Nevertheless, improved documentation completeness should not be interpreted as an endpoint in itself. Documentation quality represents a surrogate outcome; its ultimate value depends on whether it improves clinical decision-making, multidisciplinary communication, and patient outcomes [3,25]. This distinction is particularly important in pediatric surgical oncology, where operative documentation functions not only as a clinical record but also as a source of structured data supporting protocol adherence, quality assurance, and international collaborative research.
4.8. Evidence Gaps and Future Research Directions
Despite clear evidence that synoptic reporting improves documentation completeness, several important knowledge gaps remain. Most notably, the relationship between improved documentation and clinical outcomes has not yet been established. Future research should examine whether structured operative reporting improves staging accuracy, reduces protocol deviations, enhances adherence to surgical guidelines, or ultimately influences recurrence and survival outcomes.
Understanding the root causes of documentation gaps in narrative reporting is also critical. Factors such as time pressure, workflow inefficiencies, lack of standardized training, and limitations in electronic documentation systems may contribute to incomplete reporting.

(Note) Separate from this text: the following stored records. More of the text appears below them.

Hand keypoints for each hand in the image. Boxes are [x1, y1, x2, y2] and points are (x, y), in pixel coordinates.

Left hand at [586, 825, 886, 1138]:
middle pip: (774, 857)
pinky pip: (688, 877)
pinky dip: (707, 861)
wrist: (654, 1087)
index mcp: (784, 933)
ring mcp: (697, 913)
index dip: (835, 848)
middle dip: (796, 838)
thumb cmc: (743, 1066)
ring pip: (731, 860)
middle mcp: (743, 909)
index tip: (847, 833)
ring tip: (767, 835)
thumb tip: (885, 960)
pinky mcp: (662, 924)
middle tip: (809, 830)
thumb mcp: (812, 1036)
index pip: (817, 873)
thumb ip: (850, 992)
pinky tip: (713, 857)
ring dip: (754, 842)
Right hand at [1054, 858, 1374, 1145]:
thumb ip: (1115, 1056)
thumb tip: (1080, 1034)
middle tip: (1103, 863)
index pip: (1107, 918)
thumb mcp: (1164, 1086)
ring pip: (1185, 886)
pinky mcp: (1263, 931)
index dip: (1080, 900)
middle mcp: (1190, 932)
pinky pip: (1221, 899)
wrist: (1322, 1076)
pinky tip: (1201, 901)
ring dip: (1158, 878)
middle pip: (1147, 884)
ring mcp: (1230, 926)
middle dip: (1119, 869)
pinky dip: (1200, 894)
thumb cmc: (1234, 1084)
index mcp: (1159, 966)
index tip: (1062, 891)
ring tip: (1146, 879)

Qualitative research exploring surgeon perspectives could provide valuable insights into barriers to adoption and inform implementation strategies that align with real-world clinical workflows.

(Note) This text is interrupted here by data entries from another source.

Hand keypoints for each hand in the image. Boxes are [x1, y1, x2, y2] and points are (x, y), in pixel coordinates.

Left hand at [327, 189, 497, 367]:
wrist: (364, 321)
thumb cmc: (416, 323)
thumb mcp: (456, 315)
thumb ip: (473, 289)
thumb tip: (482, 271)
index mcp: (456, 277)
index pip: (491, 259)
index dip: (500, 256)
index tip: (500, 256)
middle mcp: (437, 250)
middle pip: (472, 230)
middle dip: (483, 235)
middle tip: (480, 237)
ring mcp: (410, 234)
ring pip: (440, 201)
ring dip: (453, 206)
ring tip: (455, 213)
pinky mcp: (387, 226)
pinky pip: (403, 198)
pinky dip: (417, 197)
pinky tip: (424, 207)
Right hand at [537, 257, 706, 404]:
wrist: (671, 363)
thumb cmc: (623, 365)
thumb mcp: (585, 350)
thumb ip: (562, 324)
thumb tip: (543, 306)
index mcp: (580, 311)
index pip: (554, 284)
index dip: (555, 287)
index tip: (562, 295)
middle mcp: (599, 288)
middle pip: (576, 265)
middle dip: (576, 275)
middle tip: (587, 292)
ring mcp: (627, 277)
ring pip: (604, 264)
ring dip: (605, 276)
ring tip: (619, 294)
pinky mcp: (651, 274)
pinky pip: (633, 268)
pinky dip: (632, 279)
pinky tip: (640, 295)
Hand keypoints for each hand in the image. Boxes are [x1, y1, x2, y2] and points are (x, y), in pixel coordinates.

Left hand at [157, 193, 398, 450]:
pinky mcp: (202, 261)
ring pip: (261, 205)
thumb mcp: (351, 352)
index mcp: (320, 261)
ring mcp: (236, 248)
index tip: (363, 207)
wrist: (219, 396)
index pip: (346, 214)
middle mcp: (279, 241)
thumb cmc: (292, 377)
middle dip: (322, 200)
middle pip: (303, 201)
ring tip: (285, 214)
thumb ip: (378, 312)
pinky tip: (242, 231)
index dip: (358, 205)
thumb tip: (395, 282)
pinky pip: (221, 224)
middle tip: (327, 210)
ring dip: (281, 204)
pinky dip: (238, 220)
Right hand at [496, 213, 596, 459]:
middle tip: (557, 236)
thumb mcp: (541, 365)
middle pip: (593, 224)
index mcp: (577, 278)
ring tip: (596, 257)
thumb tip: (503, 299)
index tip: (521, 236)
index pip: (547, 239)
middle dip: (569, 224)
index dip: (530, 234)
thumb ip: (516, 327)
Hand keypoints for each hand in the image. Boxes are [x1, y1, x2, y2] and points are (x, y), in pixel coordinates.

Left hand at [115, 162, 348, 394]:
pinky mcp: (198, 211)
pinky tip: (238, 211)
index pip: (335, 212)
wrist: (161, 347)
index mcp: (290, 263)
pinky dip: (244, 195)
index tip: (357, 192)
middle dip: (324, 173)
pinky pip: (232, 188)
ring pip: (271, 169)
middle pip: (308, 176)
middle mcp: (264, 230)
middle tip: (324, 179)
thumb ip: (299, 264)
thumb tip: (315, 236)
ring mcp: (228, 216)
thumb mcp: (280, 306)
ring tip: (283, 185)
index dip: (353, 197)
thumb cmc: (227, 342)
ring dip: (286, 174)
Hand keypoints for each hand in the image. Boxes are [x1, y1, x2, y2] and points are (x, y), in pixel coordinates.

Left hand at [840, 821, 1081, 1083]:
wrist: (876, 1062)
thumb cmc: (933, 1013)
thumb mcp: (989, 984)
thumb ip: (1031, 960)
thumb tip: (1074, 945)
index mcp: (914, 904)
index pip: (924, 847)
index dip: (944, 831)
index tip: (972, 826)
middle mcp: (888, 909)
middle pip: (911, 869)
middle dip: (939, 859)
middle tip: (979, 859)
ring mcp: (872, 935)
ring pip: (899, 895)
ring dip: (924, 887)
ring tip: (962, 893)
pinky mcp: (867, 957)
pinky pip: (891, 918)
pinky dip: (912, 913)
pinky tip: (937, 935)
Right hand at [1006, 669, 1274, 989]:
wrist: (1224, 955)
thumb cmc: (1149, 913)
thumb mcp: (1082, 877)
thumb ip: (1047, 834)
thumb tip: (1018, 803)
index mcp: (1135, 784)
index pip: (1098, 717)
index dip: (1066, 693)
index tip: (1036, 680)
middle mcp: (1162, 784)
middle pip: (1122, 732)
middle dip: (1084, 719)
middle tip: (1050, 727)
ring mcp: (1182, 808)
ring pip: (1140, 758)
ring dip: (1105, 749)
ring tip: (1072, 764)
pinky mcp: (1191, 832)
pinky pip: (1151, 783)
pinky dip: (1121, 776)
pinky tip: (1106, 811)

Finally, implementation research in resource-limited settings remains a priority. Evaluating simplified synoptic templates, paper-based systems, or combined digital-paper approaches may help ensure that the benefits of structured documentation extend beyond highly resourced institutions. Cost-effectiveness analyses and sustainability studies will also be essential to support long-term adoption.
4.9. Limitations
This review has several limitations. The number of comparative studies was small, reflecting the early stage of synoptic reporting implementation in pediatric surgical oncology. Comparative data were derived from a limited number of institutions, underscoring the need for independent multicenter validation. Additionally, most studies were observational in design, and improvements in documentation completeness do not necessarily translate into improved clinical decision-making or patient outcomes.
5. Conclusions
This systematic review confirms that synoptic operative reporting substantially improves documentation completeness in pediatric surgical oncology, particularly for intraoperative elements critical to staging and treatment planning. However, the pediatric evidence base remains narrow and focused primarily on implementation rather than clinical outcomes.

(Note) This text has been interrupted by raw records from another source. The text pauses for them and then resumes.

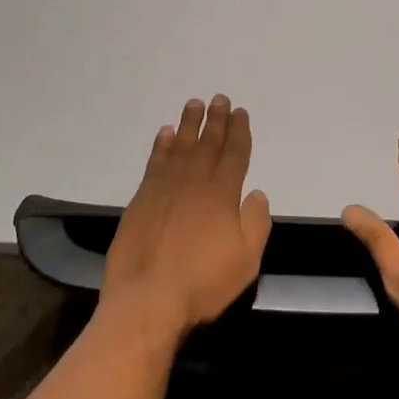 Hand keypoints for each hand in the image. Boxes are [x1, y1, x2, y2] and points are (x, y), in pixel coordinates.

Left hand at [101, 95, 271, 338]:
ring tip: (194, 104)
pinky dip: (162, 145)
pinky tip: (166, 134)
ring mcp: (164, 187)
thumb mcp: (246, 261)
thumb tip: (257, 194)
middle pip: (208, 143)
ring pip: (180, 146)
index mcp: (222, 194)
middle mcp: (193, 182)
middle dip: (216, 120)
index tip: (241, 112)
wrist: (147, 299)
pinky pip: (155, 161)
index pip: (235, 154)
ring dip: (189, 123)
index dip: (239, 132)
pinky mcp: (141, 198)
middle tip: (220, 98)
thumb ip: (255, 224)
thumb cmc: (203, 284) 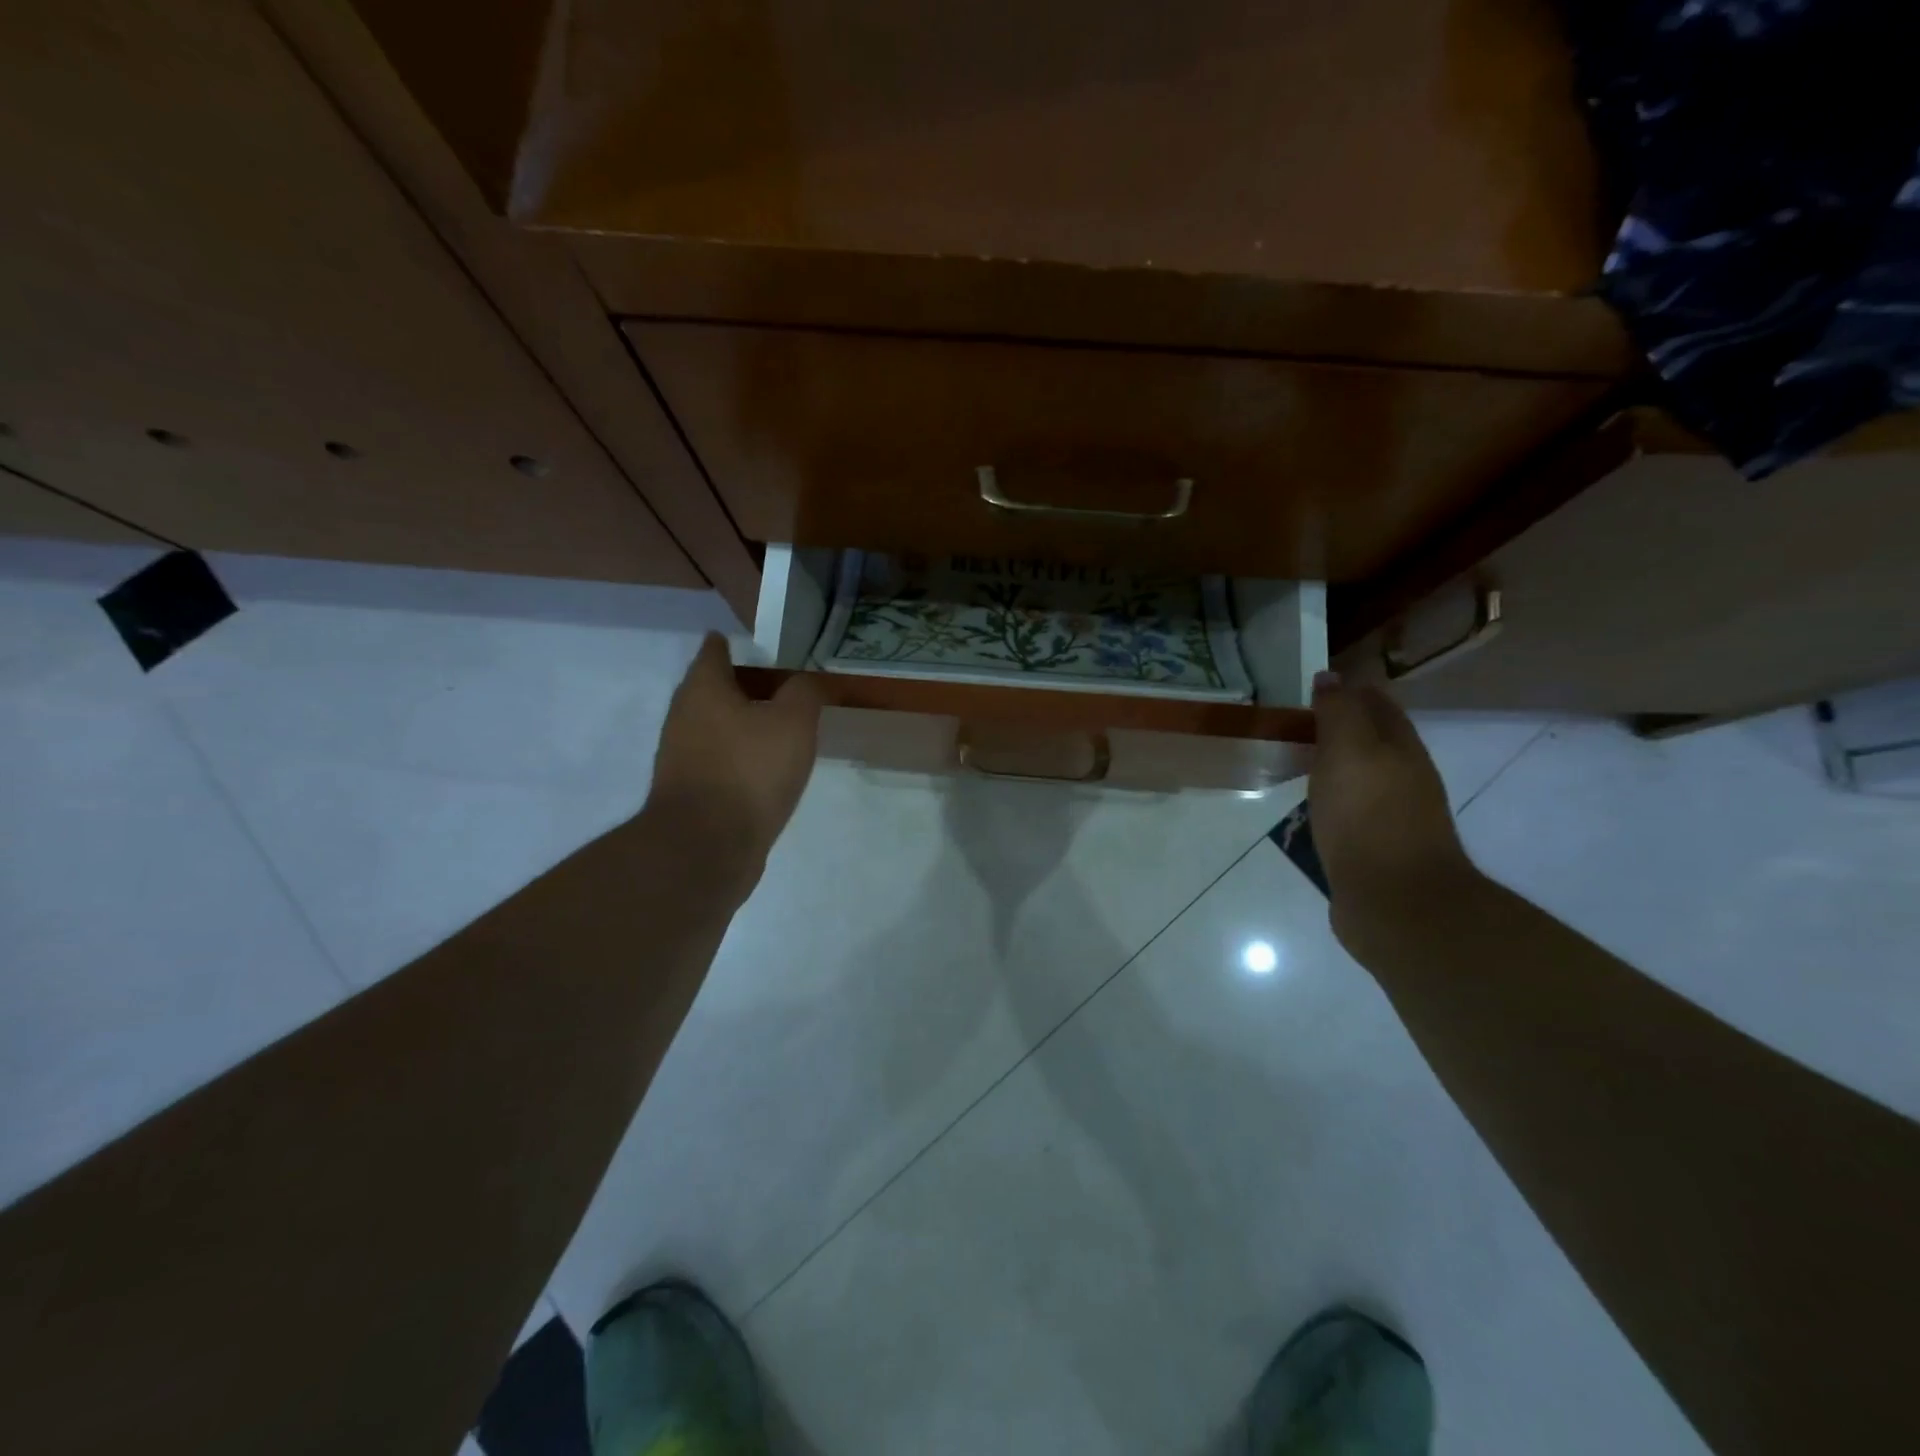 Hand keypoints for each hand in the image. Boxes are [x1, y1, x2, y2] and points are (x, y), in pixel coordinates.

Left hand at [645, 634, 823, 896]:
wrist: (706, 846)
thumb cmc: (750, 771)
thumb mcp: (793, 722)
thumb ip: (804, 693)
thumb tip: (805, 681)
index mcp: (704, 690)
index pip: (713, 652)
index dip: (729, 644)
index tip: (746, 643)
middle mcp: (684, 717)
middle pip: (709, 690)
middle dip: (737, 685)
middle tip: (773, 684)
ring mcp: (680, 757)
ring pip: (711, 726)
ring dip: (737, 723)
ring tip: (773, 726)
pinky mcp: (688, 792)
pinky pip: (715, 760)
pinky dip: (735, 755)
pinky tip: (761, 768)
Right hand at [1308, 672, 1475, 946]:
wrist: (1394, 901)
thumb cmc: (1369, 817)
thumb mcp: (1350, 751)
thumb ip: (1339, 712)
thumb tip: (1330, 677)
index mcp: (1401, 748)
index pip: (1376, 704)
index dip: (1346, 690)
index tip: (1307, 686)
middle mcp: (1402, 776)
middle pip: (1369, 739)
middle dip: (1336, 725)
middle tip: (1291, 720)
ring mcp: (1389, 814)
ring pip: (1356, 774)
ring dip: (1329, 762)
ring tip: (1291, 757)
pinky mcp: (1371, 847)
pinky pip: (1346, 808)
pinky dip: (1326, 798)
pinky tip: (1305, 804)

The central challenge moving forward is not demonstrating that synoptic reporting improves documentation, but designing systems that balance standardization, tumor-specific relevance, usability, and scalability across diverse healthcare environments. A hybrid synoptic reporting model incorporating a universal core with tumor-specific extensions represents a pragmatic and forward-looking strategy. Continued international collaboration, integration with cooperative group trials, and rigorous evaluation of downstream clinical impact will be essential to fully realize the potential of synoptic reporting as a tool for improving pediatric cancer care.